Empecemos por lo más notorio de la semana. Y tampoco esta vez me morderé la lengua.
La imputación de Cristóbal Montoro y su ‘Equipo Económico’ tendrá mayor o menor recorrido penal. Eso lo dirán los tribunales. Pero también genera una insoslayable responsabilidad política ‘in eligendo’ e ‘in vigilando’.

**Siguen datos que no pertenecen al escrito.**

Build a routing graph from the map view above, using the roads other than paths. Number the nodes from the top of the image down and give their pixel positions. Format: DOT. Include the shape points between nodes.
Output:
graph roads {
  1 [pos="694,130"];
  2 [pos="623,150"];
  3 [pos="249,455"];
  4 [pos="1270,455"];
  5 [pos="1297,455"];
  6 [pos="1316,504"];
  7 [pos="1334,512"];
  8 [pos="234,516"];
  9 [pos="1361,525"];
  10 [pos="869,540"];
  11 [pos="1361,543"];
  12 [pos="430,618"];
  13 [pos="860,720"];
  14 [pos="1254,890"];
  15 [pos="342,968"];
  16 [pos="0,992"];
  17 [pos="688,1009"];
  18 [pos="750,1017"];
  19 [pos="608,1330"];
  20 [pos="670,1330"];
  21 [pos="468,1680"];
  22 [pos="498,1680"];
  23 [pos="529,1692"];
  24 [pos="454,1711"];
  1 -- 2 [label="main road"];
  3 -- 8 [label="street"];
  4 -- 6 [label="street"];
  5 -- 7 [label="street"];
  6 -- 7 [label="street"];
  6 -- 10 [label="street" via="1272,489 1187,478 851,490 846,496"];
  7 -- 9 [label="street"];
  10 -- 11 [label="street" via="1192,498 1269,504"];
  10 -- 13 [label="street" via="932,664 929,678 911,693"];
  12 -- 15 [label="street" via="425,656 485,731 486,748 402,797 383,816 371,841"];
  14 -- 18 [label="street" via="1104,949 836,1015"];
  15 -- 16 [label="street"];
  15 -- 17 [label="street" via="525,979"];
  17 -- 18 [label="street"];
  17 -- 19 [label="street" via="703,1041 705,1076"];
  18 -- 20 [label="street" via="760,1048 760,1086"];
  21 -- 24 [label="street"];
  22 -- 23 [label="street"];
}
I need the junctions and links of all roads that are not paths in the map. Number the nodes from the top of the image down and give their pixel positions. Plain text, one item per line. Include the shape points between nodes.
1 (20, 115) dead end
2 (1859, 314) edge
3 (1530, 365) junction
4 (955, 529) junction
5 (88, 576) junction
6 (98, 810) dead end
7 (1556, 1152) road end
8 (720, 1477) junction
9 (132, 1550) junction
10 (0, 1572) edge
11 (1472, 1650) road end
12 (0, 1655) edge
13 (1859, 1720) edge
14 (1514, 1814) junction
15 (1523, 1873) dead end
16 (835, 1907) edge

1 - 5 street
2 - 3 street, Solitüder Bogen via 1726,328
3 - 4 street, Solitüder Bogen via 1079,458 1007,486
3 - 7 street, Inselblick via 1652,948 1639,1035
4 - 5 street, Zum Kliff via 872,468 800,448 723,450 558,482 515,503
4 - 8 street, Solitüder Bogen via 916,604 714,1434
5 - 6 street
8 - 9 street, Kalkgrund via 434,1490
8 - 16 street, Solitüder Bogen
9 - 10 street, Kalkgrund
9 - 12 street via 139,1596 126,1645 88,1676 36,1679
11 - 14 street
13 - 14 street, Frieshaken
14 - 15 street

Por lo tanto, Rajoy debe dimitir.
Lo pedí una y otra vez a raíz del caso Gürtel. Especialmente cuando publiqué “Cuatro horas con Bárcenas”, cuando entregué en la Audiencia Nacional el original de la caja B del PP, cuando divulgué los SMS con el “Luis, se fuerte” y cuando reproduje la nómina que demostraba que el presidente mentía al decir que Bárcenas ya “no estaba en el partido”.
Al margen de que hubiera recibido o no sobresueldos, él era el responsable de haber nombrado al tesorero y de no haber detectado e impedido sus actividades entonces presuntamente delictivas.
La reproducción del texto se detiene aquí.